START Materials provided
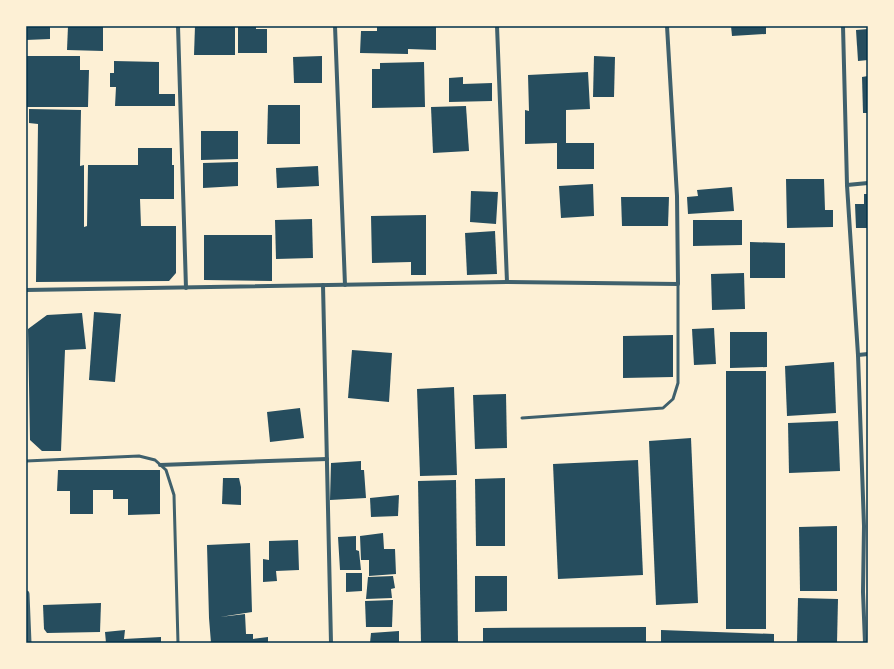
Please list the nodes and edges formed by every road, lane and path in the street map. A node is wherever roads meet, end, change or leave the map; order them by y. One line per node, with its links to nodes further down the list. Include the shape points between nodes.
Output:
1 (178, 26): 12 (street)
2 (335, 26): 9 (street)
3 (497, 26): 8 (street)
4 (666, 26): 10 (street, via 677,196)
5 (843, 26): 7 (street)
6 (868, 183): 7 (street)
7 (847, 185): 15 (street)
8 (507, 282): 9 (street); 10 (street)
9 (345, 284): 11 (street)
10 (678, 284): 16 (lane, via 678,383 673,399 663,408)
11 (324, 285): 12 (street); 17 (street)
12 (186, 288): 13 (street)
13 (26, 290)
14 (868, 354): 15 (street)
15 (858, 355): 20 (street)
16 (522, 418)
17 (327, 459): 19 (street); 24 (street)
18 (26, 461): 19 (lane, via 139,456 155,460)
19 (160, 465): 23 (lane, via 166,470 174,495)
20 (866, 526): 25 (street, via 863,592)
21 (26, 594): 22 (street)
22 (28, 643)
23 (178, 643)
24 (331, 643)
25 (865, 643)

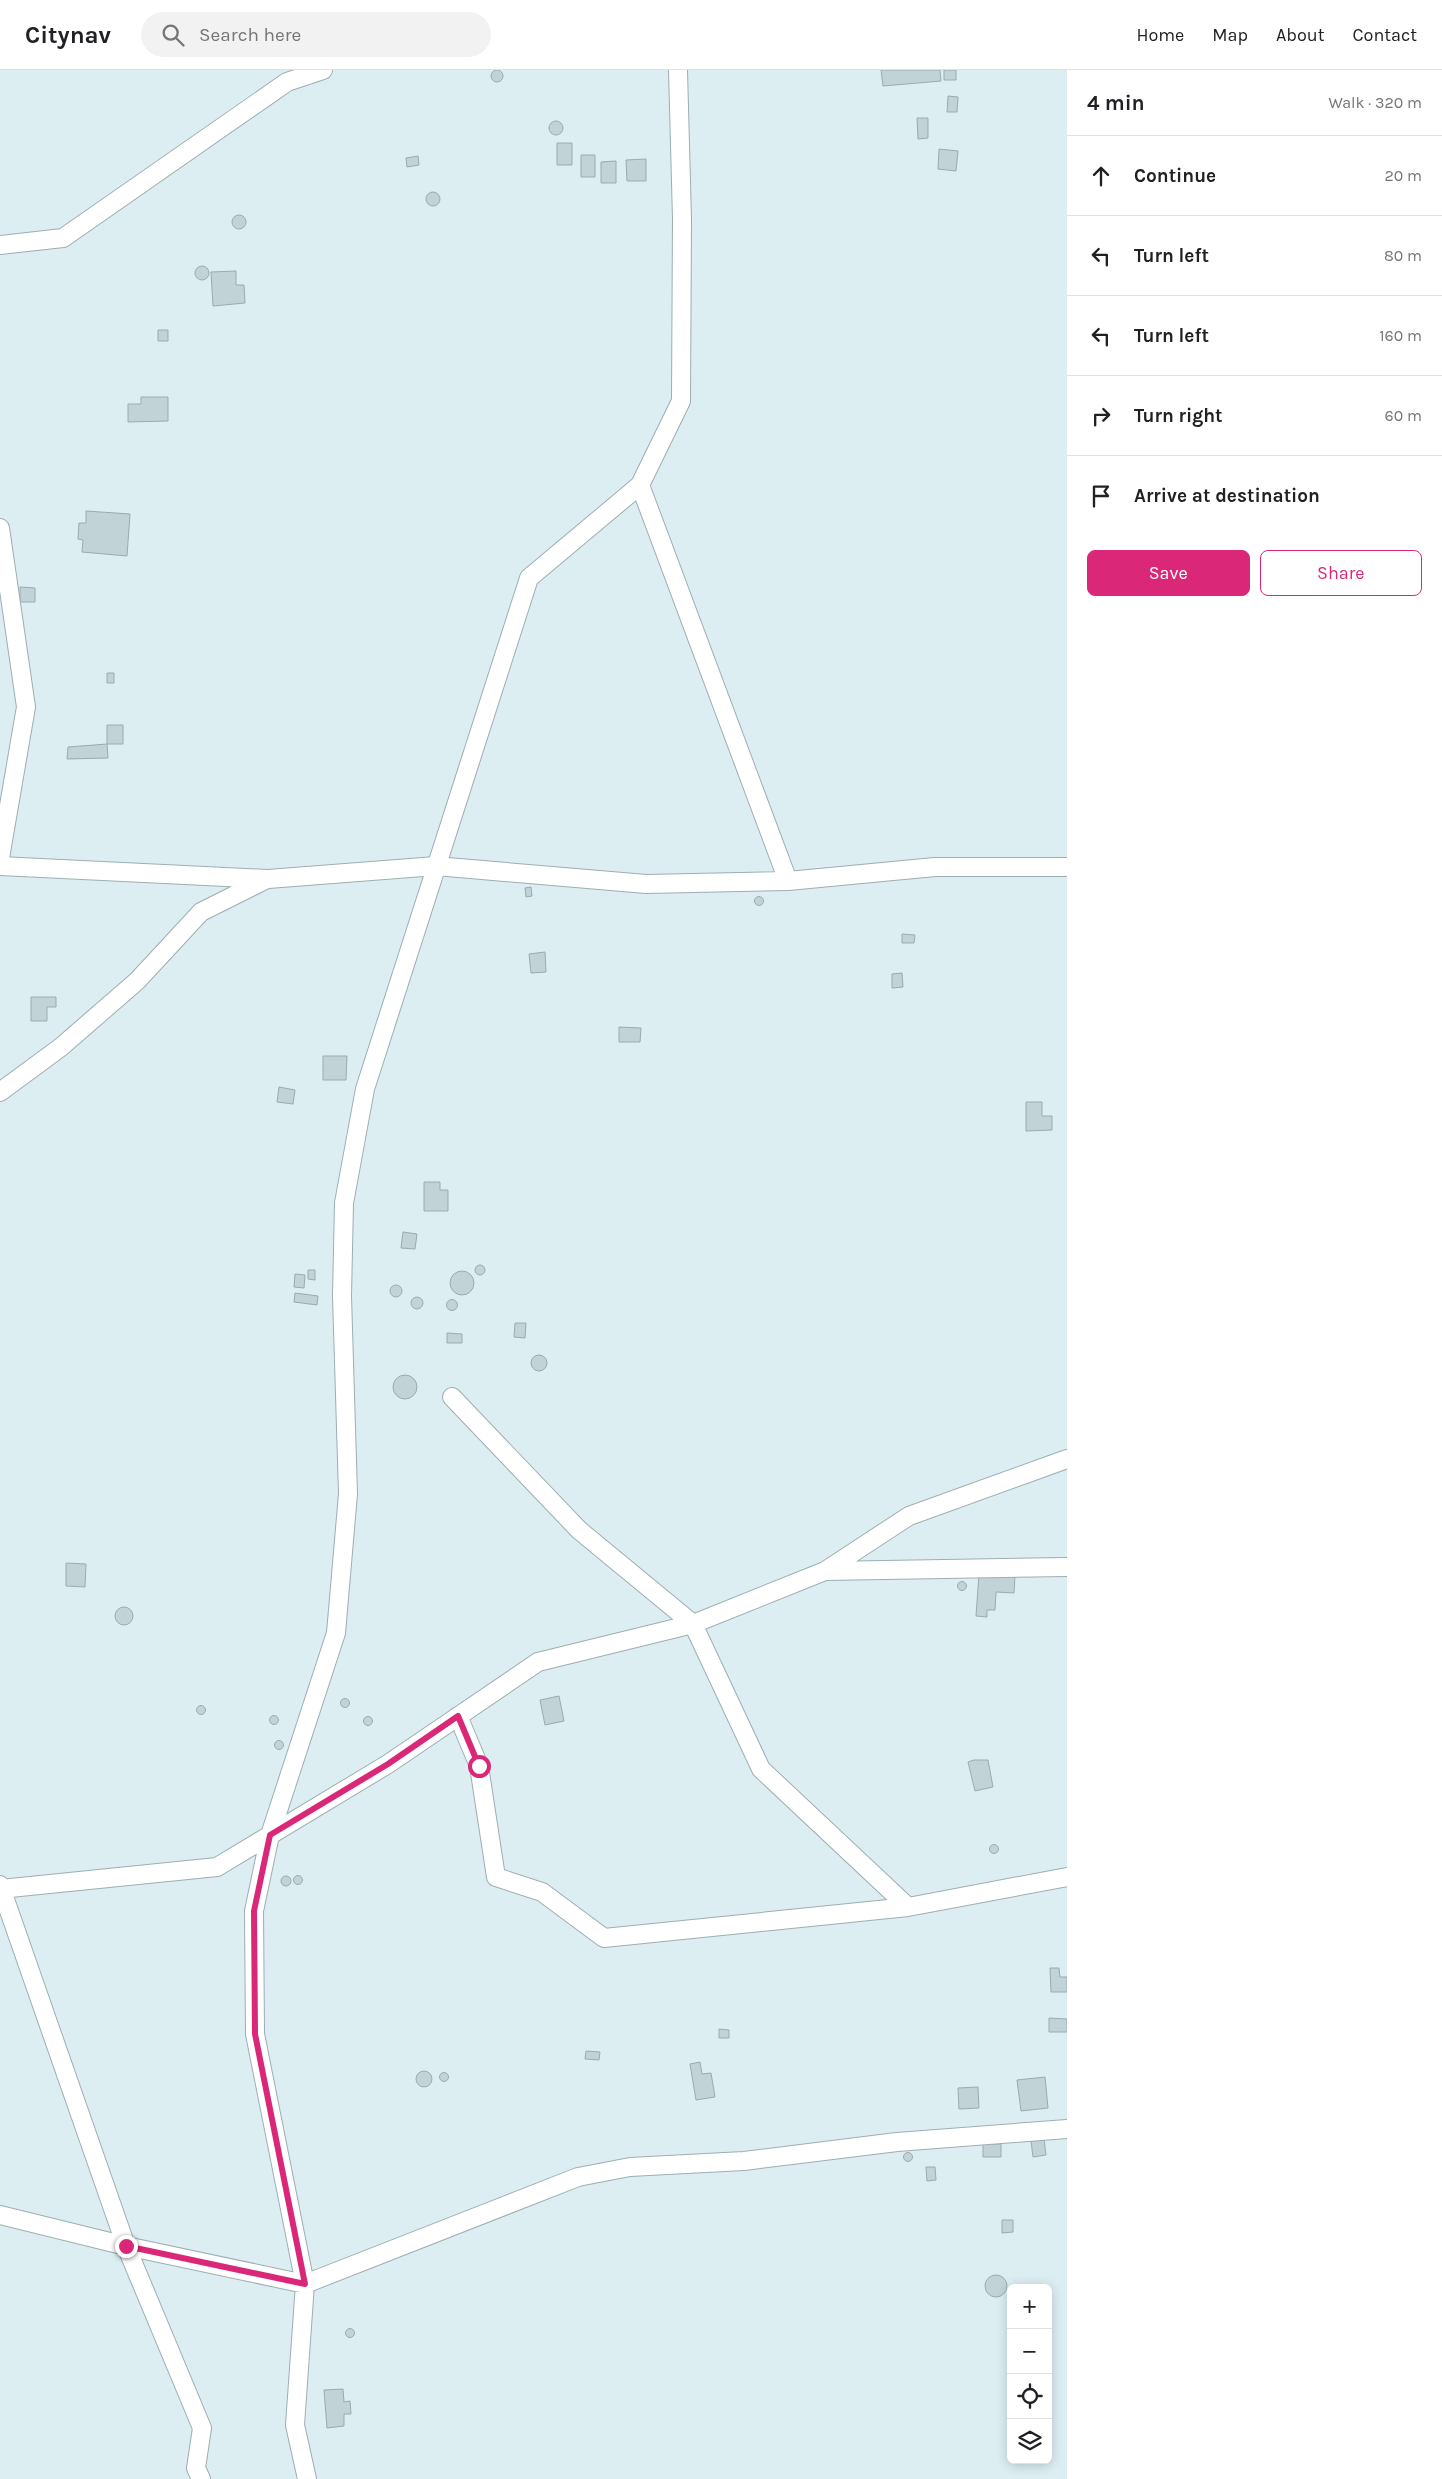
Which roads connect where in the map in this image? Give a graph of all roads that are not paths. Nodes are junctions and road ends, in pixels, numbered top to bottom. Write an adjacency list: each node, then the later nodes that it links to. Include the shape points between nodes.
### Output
1 (323, 70): 3 (street, via 287,82 63,238)
2 (678, 70): 4 (street, via 682,219 681,401)
3 (0, 245)
4 (640, 485): 8 (street, via 530,578); 11 (street)
5 (0, 528): 6 (street, via 26,707)
6 (0, 858)
7 (0, 866): 10 (street)
8 (436, 866): 10 (street); 11 (street, via 646,884); 19 (street, via 365,1089 344,1203 342,1296 348,1494 336,1633)
9 (1067, 866): 11 (street, via 935,866)
10 (268, 879): 12 (street, via 201,912 137,981 61,1047)
11 (788, 881)
12 (0, 1092)
13 (452, 1397): 17 (street, via 580,1530)
14 (1067, 1459): 16 (street, via 909,1516)
15 (1067, 1567): 16 (street)
16 (825, 1572): 17 (street)
17 (693, 1624): 18 (street, via 538,1662); 22 (street, via 761,1769)
18 (458, 1716): 19 (street, via 388,1764); 22 (street, via 479,1766 496,1877 542,1892 604,1938)
19 (270, 1835): 21 (street, via 217,1867); 26 (street, via 254,1911 255,2034)
20 (1067, 1876): 22 (street)
21 (0, 1888): 25 (street)
22 (908, 1907)
23 (1067, 2129): 26 (street, via 897,2142 744,2162 630,2167 586,2175)
24 (0, 2215): 25 (street)
25 (126, 2246): 26 (street); 27 (street, via 202,2428 196,2468)
26 (305, 2284): 28 (street, via 295,2425)
27 (201, 2479)
28 (307, 2479)

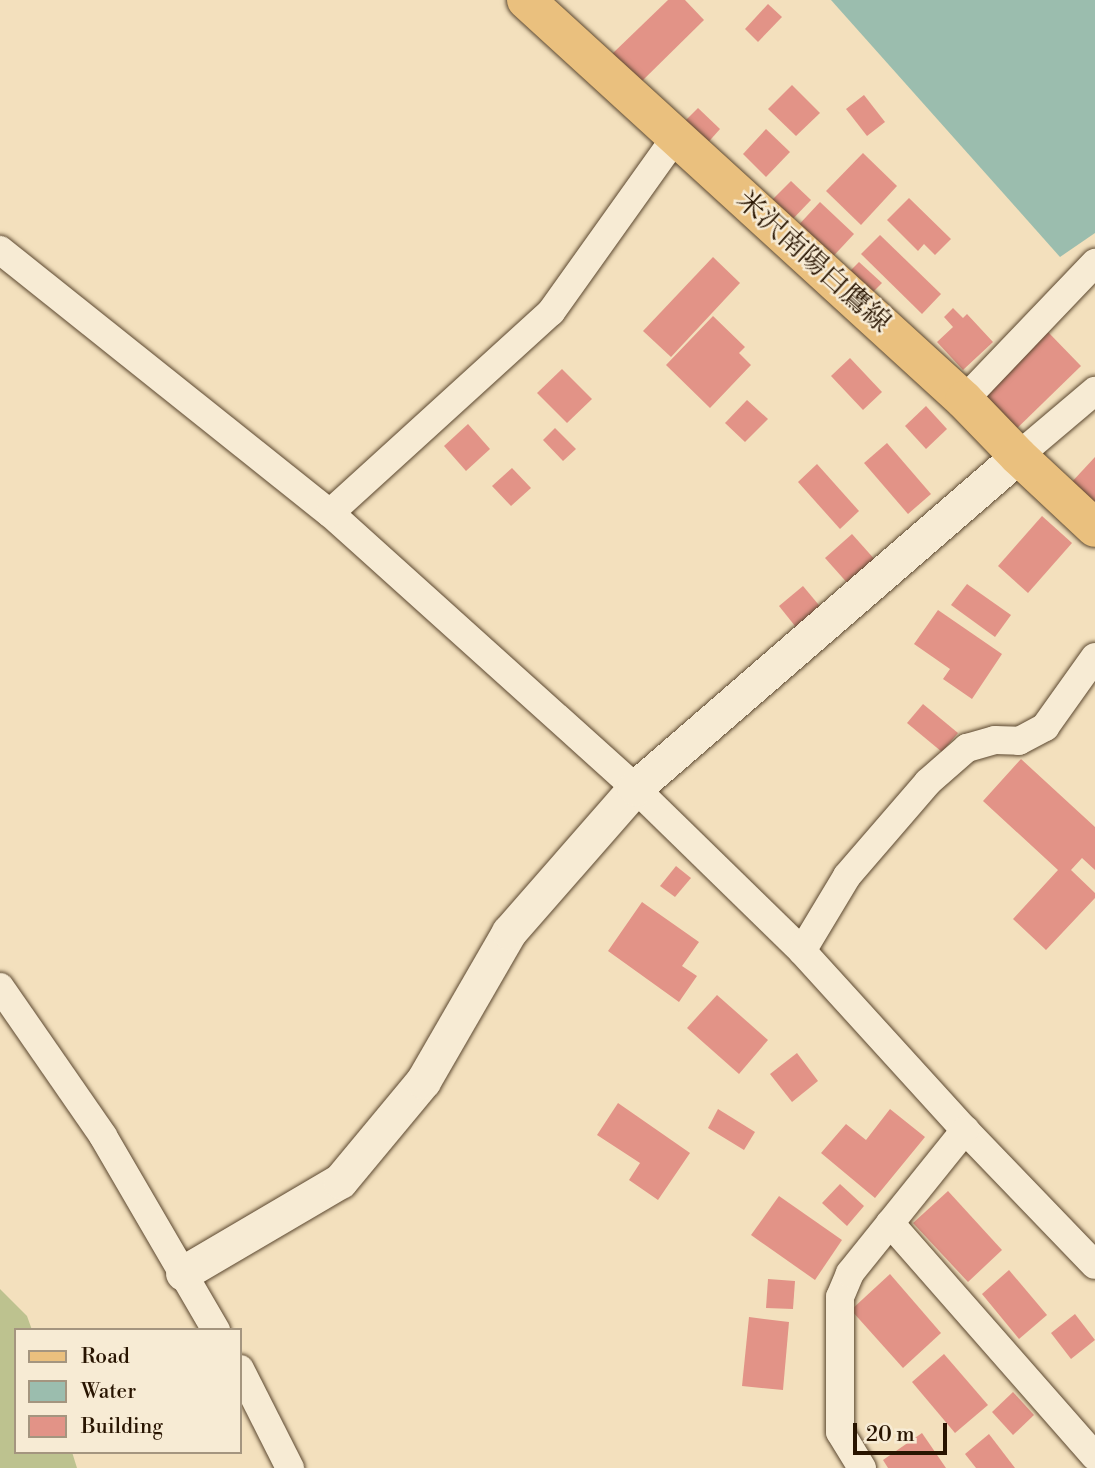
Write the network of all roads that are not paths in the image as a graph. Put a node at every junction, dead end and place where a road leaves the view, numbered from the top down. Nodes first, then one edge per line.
END Materials provided
▶ Problem to work on:
Find the word "that" in the data and copy out each line where it turns up.

▶ Exercise solution:
Which roads connect where in the map in this image? Give a graph of all roads that are not paths. Nodes are junctions and road ends, in pixels, numbered top to bottom. Write an adjacency list: each node, then the later nodes that it links to. Include the shape points between nodes.
Write the network of all roads that are not paths in the image as a graph. Put a node at every junction, dead end and place where a road leaves the view, numbered from the top down. Nodes first, then one edge per line.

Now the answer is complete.